Ryland became prosperous, and seeking an investment, went into partnership with a pupil, Henry Bryer, putting his money into a print shop in Cornhill, London; the business went bankrupt in December 1771. After an interval, he resumed business as a print-seller in the Strand, but before long retired to a private residence at Knightsbridge.

Arrest and execution

By 1783 Ryland was suspected of involvement in forgery. He disappeared from his home on 1 April 1783. An advertisement was issued offering a reward for his apprehension, on a charge of forging and uttering two bills of exchange for £714 with intent to defraud the East India Company. On the arrival of officers to arrest him in a small house near Stepney, he made a desperate attempt to commit suicide by cutting his own throat. On 27 July he was tried at the Old Bailey before Sir Francis Buller.

Suspicion had been raised when two bills had been found with the same number, however there was no evidence from the engravings as to which was the real bill and which the forgery. Only the evidence of the paper manufacturer, that the paper upon which Ryland's bill was printed had not been sold until after the date of the bill resulted in his being convicted, and sentenced to death. He was hanged at Tyburn on 29 August 1783, and buried at St Dunstan's Church in Feltham Middlesex.[2] According to Walford, " It is worthy of record that the last criminal executed here was one Ryland, who was hung for forgery in 1783; after which the gallows were taken down about London in order to concentrate the executions at Newgate and Horsemonger Lane".[3]

Interestingly enough, the poet William Blake prophesied 12 years earlier that Ryland would be hung. This prophecy was made when Blake was sent to be apprenticed to Ryland, however, he refused, saying "I do not like the man's face: it looks as if he will live to be hanged!" [4]

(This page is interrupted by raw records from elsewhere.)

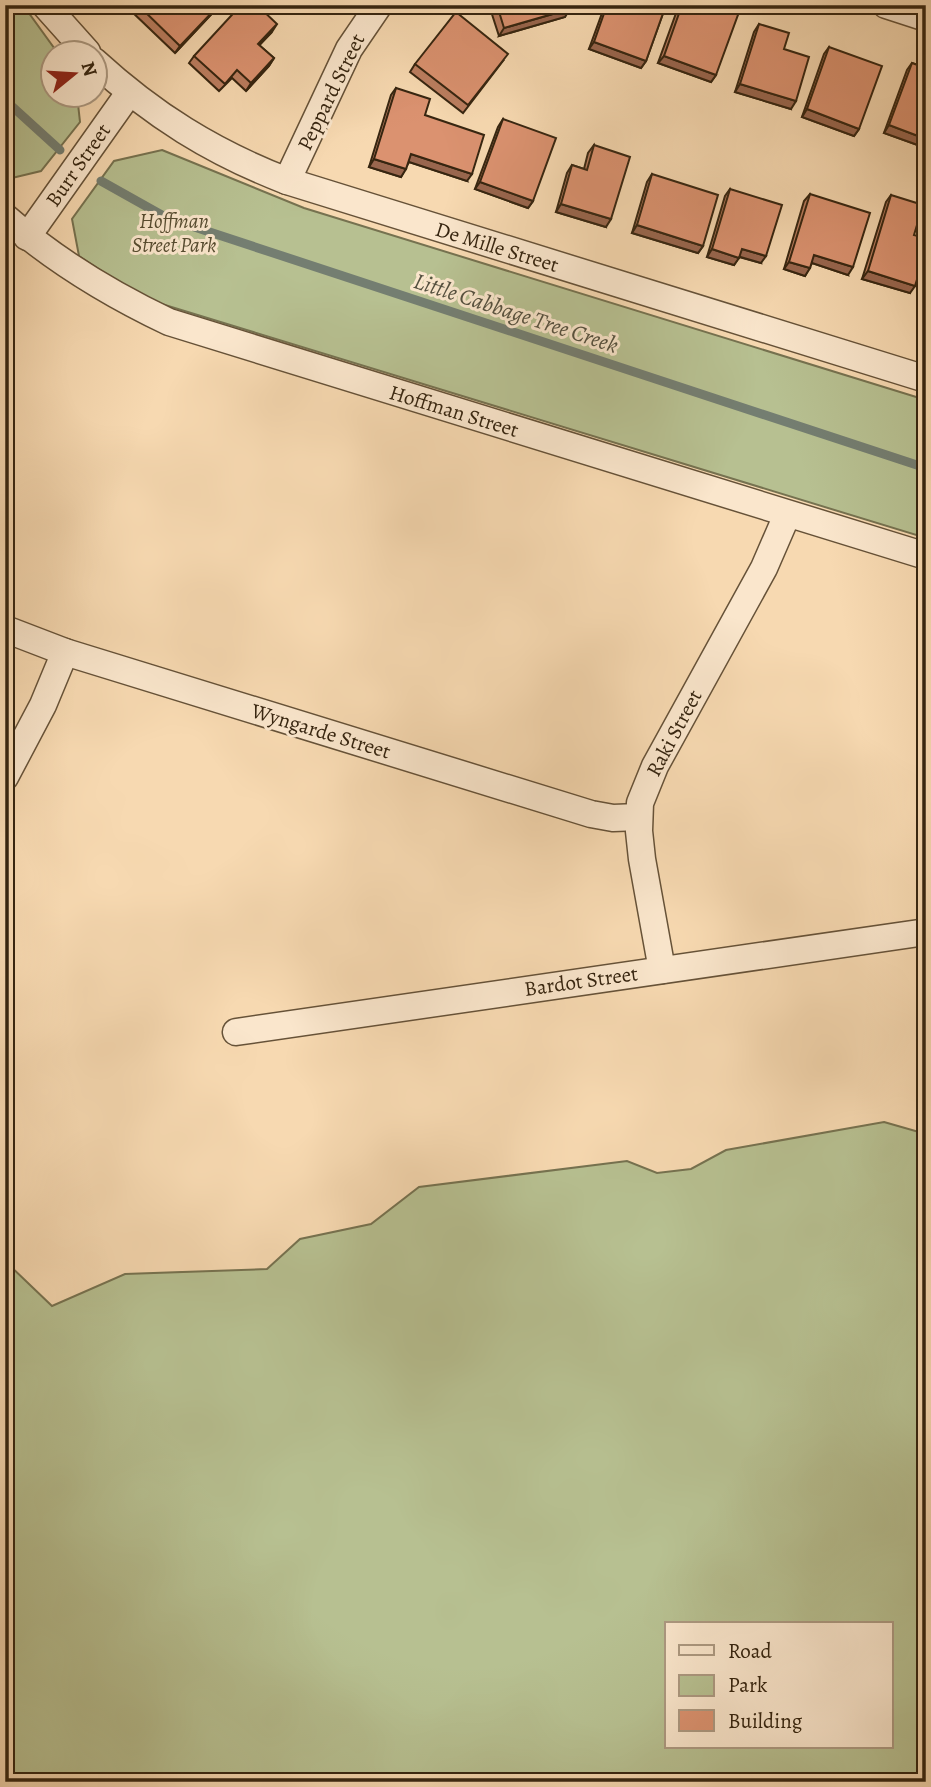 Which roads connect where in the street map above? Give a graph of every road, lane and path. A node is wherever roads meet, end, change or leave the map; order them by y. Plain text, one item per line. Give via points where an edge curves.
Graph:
1 (46, 5) edge
2 (379, 5) edge
3 (886, 5) edge
4 (926, 18) edge
5 (75, 38) edge
6 (108, 74) edge
7 (129, 93) junction
8 (287, 181) junction
9 (5, 217) edge
10 (27, 237) junction
11 (926, 379) edge
12 (788, 515) junction
13 (926, 556) edge
14 (5, 629) edge
15 (65, 652) junction
16 (5, 777) edge
17 (639, 817) junction
18 (926, 932) edge
19 (662, 970) junction
20 (236, 1032) dead end

1 - 5 street
2 - 8 street, Peppard Street via 349,49
3 - 4 street
6 - 7 street, De Mille Street
7 - 8 street, De Mille Street via 208,146
7 - 10 street, Burr Street
8 - 11 street, De Mille Street
9 - 10 street, Hoffman Street
10 - 12 street, Hoffman Street via 121,299 169,322
12 - 13 street, Hoffman Street
12 - 17 street, Raki Street via 764,568 655,766
14 - 15 street, Wyngarde Street
15 - 16 street
15 - 17 street, Wyngarde Street via 591,814
17 - 19 street, Raki Street
18 - 19 street, Bardot Street
19 - 20 street, Bardot Street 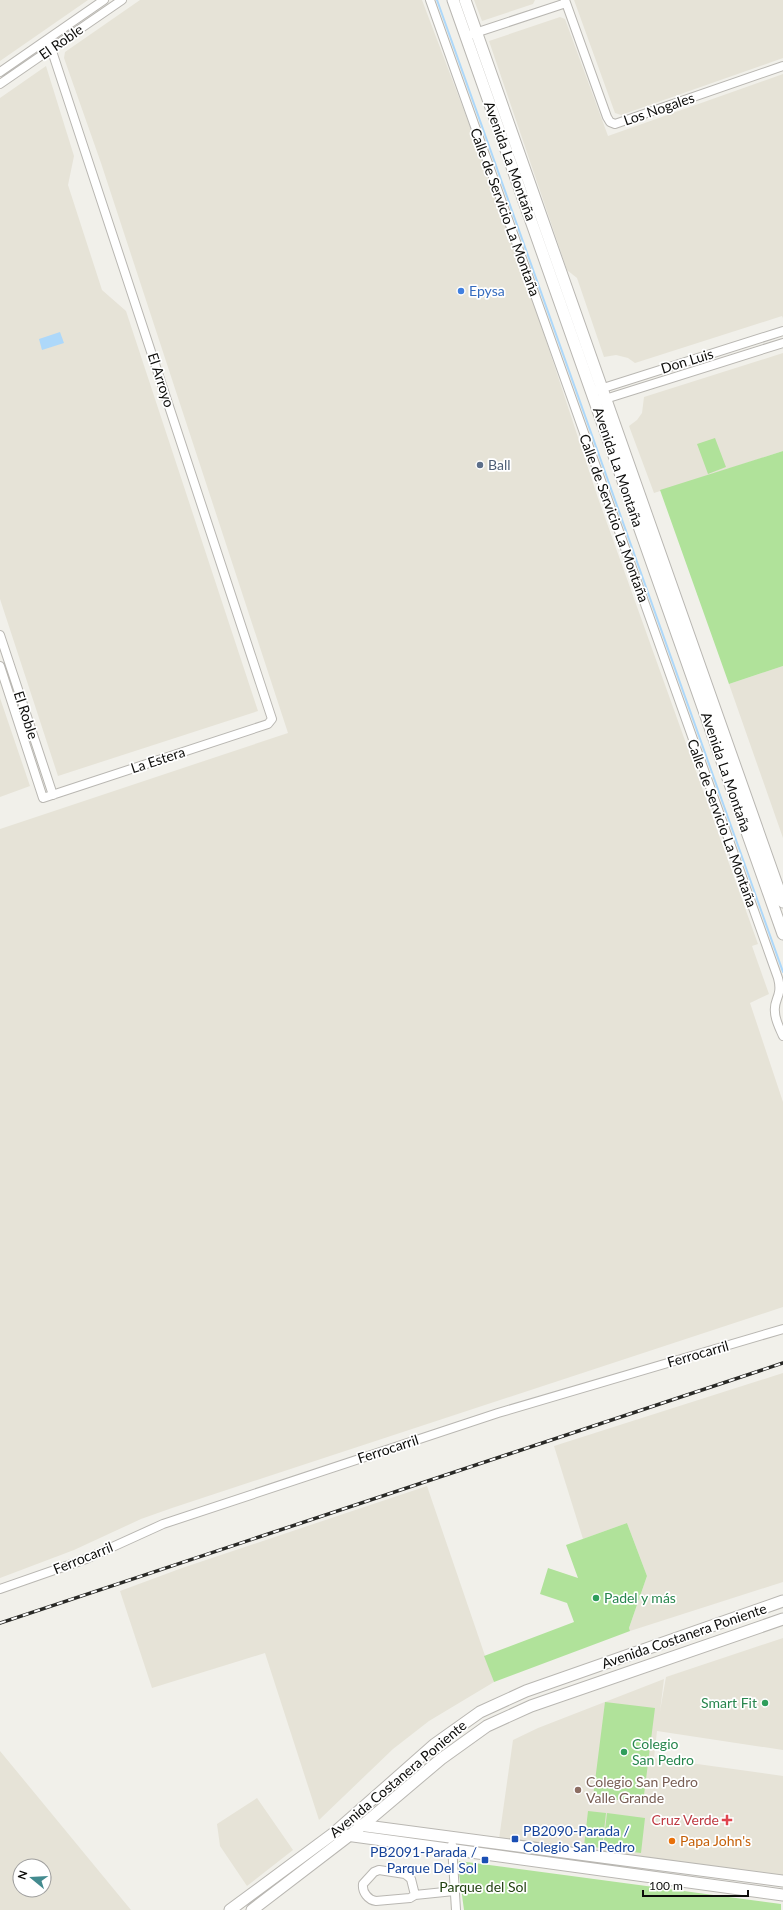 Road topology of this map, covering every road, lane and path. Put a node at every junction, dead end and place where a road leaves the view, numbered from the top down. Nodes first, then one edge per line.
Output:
1 (104, 0) edge
2 (122, 0) edge
3 (430, 0) edge
4 (453, 0) edge
5 (465, 0) edge
6 (565, 1) edge
7 (471, 35) junction
8 (48, 39) junction
9 (51, 49) junction
10 (783, 66) edge
11 (0, 72) edge
12 (0, 84) edge
13 (783, 331) edge
14 (783, 343) edge
15 (597, 390) junction
16 (601, 401) junction
17 (0, 635) edge
18 (0, 666) edge
19 (272, 721) joint
20 (53, 795) junction
21 (43, 798) joint
22 (783, 902) edge
23 (783, 934) edge
24 (781, 999) edge
25 (783, 1036) edge
26 (783, 1329) edge
27 (0, 1589) edge
28 (783, 1601) edge
29 (783, 1620) edge
30 (382, 1791) junction
31 (392, 1800) junction
32 (346, 1823) junction
33 (363, 1825) junction
34 (334, 1833) junction
35 (349, 1835) junction
36 (452, 1836) junction
37 (452, 1850) junction
38 (783, 1881) edge
39 (454, 1891) junction
40 (783, 1894) edge
41 (415, 1895) junction
42 (250, 1897) junction
43 (257, 1909) edge
44 (230, 1910) edge
45 (456, 1910) edge

1 - 8 street, El Roble
2 - 9 street, El Roble
3 - 24 street, Calle de Servicio La Montaña
4 - 7 street, Avenida La Montaña
5 - 7 street, Avenida La Montaña
6 - 7 street, Los Nogales
6 - 10 street, Los Nogales
7 - 15 street, Avenida La Montaña
8 - 9 street, El Arroyo
8 - 11 street, El Roble
9 - 12 street, El Roble
9 - 19 street, El Arroyo
13 - 15 street, Don Luis
14 - 16 street
15 - 16 street, Avenida La Montaña
16 - 22 street, Avenida La Montaña
16 - 23 street, Avenida La Montaña
17 - 20 street, El Roble
18 - 21 street, El Roble
19 - 20 street, La Estera
20 - 21 street, La Estera
24 - 25 street, Calle de Servicio La Montaña
26 - 27 street, Ferrocarril
28 - 30 street, Avenida Costanera Poniente
29 - 31 street, Avenida Costanera Poniente
30 - 31 street
30 - 32 street, Avenida Costanera Poniente
31 - 33 street, Avenida Costanera Poniente
32 - 33 street
32 - 34 street, Avenida Costanera Poniente
33 - 35 street, Avenida Costanera Poniente
33 - 36 street
34 - 35 street
34 - 42 street, Avenida Costanera Poniente
35 - 37 street
35 - 43 street, Avenida Costanera Poniente
36 - 37 street
36 - 38 street
37 - 39 street
37 - 40 street
39 - 41 street
39 - 45 street
41 - 41 street
42 - 43 street
42 - 44 street, Avenida Costanera Poniente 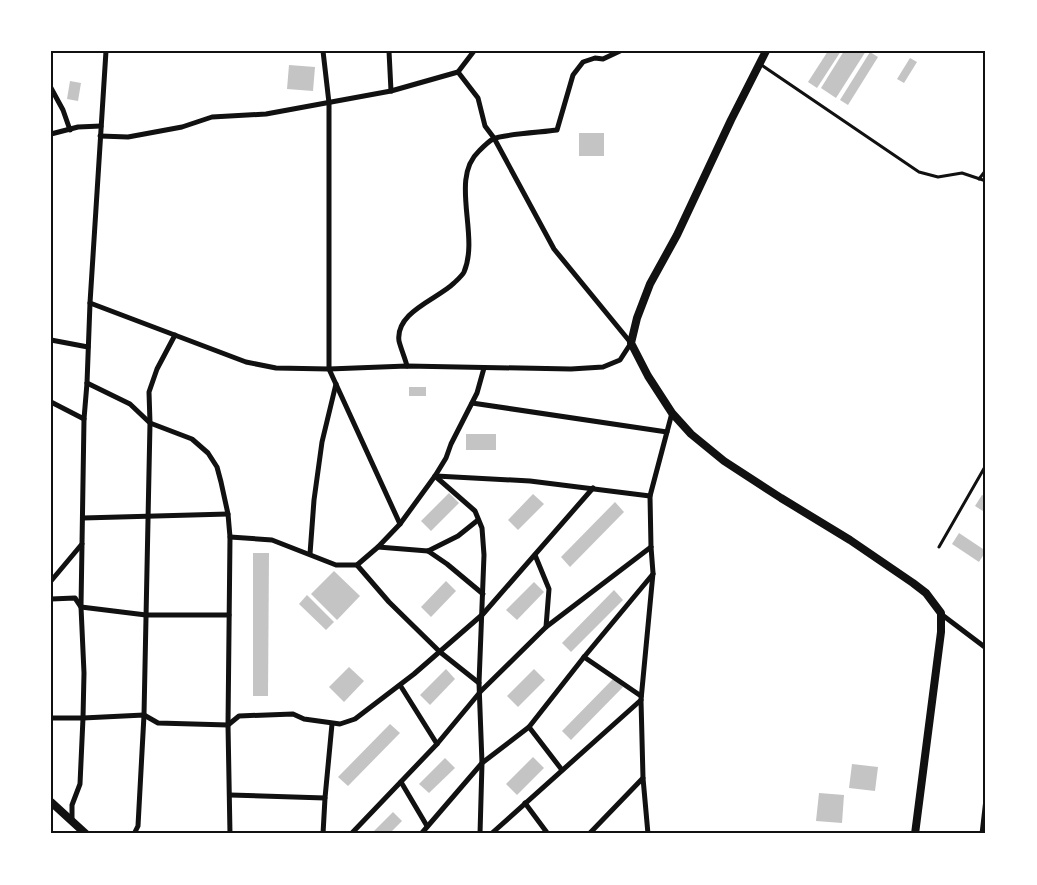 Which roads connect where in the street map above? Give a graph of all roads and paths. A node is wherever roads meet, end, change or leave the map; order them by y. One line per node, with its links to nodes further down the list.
1 (106, 51): 12 (street)
2 (323, 51): 11 (street)
3 (389, 51): 10 (street)
4 (474, 51): 8 (street)
5 (620, 51): 16 (street)
6 (766, 51): 7 (street)
7 (759, 64): 18 (lane); 23 (street)
8 (458, 72): 10 (street); 16 (street)
9 (51, 88): 13 (street)
10 (391, 91): 11 (street)
11 (329, 103): 15 (street); 27 (street)
12 (101, 126): 13 (street); 15 (street)
13 (70, 130): 14 (street)
14 (51, 134)
15 (100, 136): 20 (street)
16 (494, 138): 23 (street); 25 (street)
17 (986, 170): 18 (lane)
18 (980, 179): 19 (lane)
19 (986, 181)
20 (90, 303): 21 (street); 24 (street)
21 (175, 335): 27 (street); 34 (street)
22 (51, 340): 24 (street)
23 (631, 343): 26 (street); 32 (street)
24 (88, 347): 29 (street)
25 (407, 366): 26 (street); 27 (street)
26 (484, 368): 31 (street)
27 (330, 369): 28 (street)
28 (336, 383): 44 (street); 51 (street)
29 (87, 384): 33 (street); 34 (street)
30 (51, 402): 33 (street)
31 (472, 403): 35 (street); 37 (street)
32 (672, 413): 35 (street); 59 (street)
33 (84, 419): 42 (street)
34 (150, 423): 40 (street); 41 (street)
35 (667, 432): 39 (street)
36 (985, 467): 49 (lane)
37 (435, 476): 38 (street); 43 (street); 44 (street)
38 (593, 488): 39 (street); 52 (street)
39 (650, 496): 48 (street)
40 (228, 514): 41 (street); 45 (street)
41 (148, 517): 42 (street); 61 (street)
42 (83, 518): 46 (street)
43 (478, 520): 50 (street); 56 (street)
44 (400, 524): 47 (street)
45 (230, 537): 51 (street); 62 (street)
46 (82, 543): 55 (street); 58 (street)
47 (378, 547): 50 (street); 53 (street)
48 (651, 547): 54 (street); 63 (street)
49 (939, 547)
50 (428, 551): 56 (street)
51 (310, 554): 53 (street)
52 (534, 555): 60 (street); 63 (street)
53 (356, 565): 65 (street)
54 (653, 573): 66 (street); 70 (street)
55 (51, 581)
56 (483, 594): 60 (street)
57 (51, 599): 58 (street)
58 (81, 607): 61 (street); 73 (street)
59 (940, 613): 64 (street); 100 (street)
60 (483, 614): 65 (street); 67 (street)
61 (146, 615): 62 (street); 71 (street)
62 (229, 615): 75 (street)
63 (546, 628): 69 (street)
64 (986, 648)
65 (440, 652): 67 (street); 68 (street)
66 (584, 657): 70 (street); 76 (street)
67 (480, 683): 69 (street)
68 (400, 685): 74 (street); 77 (street)
69 (481, 691): 77 (street); 78 (street)
70 (641, 698): 79 (street); 80 (street)
71 (144, 715): 73 (street); 75 (street); 90 (street)
72 (51, 718): 73 (street)
73 (83, 718): 87 (street)
74 (332, 724): 75 (street); 83 (street)
75 (228, 725): 82 (street)
76 (529, 727): 78 (street); 79 (street)
77 (436, 744): 81 (street)
78 (482, 763): 88 (street); 95 (street)
79 (562, 770): 86 (street)
80 (643, 778): 98 (street); 99 (street)
81 (401, 782): 88 (street); 93 (street)
82 (230, 795): 83 (street); 91 (street)
83 (325, 798): 92 (street)
84 (986, 799): 101 (street)
85 (51, 802): 87 (street)
86 (525, 803): 96 (street); 97 (street)
87 (72, 821): 89 (street)
88 (427, 826): 94 (street)
89 (86, 834)
90 (134, 834)
91 (230, 834)
92 (323, 834)
93 (351, 834)
94 (421, 834)
95 (480, 834)
96 (490, 834)
97 (548, 834)
98 (589, 834)
99 (648, 834)
100 (915, 834)
101 (982, 834)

He left a widow and six children. His widow kept a print-shop for many years in Oxford Road, and his daughter became a teacher of drawing, and instructed the Princess Elizabeth and others of the royal family. One of Ryland's brothers was, in 1762, convicted of highway robbery, committed in a drunken frolic, and was reprieved only on the morning of the day of execution through his brother's personal influence with the king.

Notes

  1. Pelham, Camden. The chronicles of crime; or, The new Newgate calendar, volume 1 (London T. Miles, 1887) pp. 308-310.
  2. Edward Walford (1878). "Tyburn and Tyburnia". Old and New London: Volume 5. Institute of Historical Research. Retrieved 9 October 2011.
  3. "William Blake". Retrieved 4 April 2013.